Start of Data for this task
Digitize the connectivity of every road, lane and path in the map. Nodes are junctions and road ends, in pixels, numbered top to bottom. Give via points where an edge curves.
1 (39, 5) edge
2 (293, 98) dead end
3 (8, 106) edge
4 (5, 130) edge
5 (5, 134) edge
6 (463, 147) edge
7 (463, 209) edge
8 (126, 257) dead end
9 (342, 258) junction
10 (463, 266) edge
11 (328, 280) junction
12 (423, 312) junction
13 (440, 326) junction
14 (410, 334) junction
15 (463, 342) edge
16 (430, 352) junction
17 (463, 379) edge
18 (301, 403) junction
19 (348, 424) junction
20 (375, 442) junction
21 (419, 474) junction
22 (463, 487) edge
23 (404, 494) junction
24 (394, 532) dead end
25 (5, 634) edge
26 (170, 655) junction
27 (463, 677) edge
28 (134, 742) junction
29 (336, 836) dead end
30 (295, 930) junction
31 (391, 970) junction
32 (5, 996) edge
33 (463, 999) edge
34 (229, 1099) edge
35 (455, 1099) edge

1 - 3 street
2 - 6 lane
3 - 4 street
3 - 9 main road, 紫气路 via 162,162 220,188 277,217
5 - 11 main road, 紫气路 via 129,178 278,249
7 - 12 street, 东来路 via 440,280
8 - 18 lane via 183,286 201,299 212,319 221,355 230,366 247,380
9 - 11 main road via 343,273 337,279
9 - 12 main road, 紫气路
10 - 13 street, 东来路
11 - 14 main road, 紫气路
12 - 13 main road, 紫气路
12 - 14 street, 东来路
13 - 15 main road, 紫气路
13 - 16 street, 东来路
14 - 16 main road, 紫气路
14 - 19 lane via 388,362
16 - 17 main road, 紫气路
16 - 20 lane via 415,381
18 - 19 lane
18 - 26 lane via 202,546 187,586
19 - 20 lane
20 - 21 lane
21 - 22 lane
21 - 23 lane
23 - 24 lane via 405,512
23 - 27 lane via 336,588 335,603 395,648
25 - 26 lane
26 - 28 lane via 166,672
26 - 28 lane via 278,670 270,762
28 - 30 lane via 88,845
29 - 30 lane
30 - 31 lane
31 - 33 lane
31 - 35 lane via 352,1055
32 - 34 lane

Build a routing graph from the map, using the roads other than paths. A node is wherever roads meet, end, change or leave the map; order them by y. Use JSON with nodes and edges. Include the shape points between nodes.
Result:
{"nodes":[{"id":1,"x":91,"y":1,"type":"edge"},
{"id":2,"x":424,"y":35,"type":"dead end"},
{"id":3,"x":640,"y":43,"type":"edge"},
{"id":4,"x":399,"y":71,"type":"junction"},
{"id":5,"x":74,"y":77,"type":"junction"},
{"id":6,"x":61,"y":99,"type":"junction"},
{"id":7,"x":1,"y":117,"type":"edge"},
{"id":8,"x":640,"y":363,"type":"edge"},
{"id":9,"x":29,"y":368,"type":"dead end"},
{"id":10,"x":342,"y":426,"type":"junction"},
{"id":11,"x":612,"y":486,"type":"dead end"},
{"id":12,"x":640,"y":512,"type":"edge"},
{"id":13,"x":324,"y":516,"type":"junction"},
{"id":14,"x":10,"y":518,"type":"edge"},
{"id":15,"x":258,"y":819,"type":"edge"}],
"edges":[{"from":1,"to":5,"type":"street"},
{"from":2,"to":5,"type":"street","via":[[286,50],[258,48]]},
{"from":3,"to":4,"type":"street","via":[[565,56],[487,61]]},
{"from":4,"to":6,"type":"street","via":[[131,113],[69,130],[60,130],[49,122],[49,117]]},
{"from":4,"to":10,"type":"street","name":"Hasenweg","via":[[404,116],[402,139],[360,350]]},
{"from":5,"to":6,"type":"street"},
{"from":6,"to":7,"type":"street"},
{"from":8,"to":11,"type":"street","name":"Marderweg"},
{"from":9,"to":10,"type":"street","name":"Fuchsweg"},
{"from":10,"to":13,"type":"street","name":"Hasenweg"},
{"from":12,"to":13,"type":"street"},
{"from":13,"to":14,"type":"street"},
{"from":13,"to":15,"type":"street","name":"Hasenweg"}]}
End of Data for this task
Required work – Count how many lines of the records hold the string "points"; the answer is that number alone.

Response to this task – 2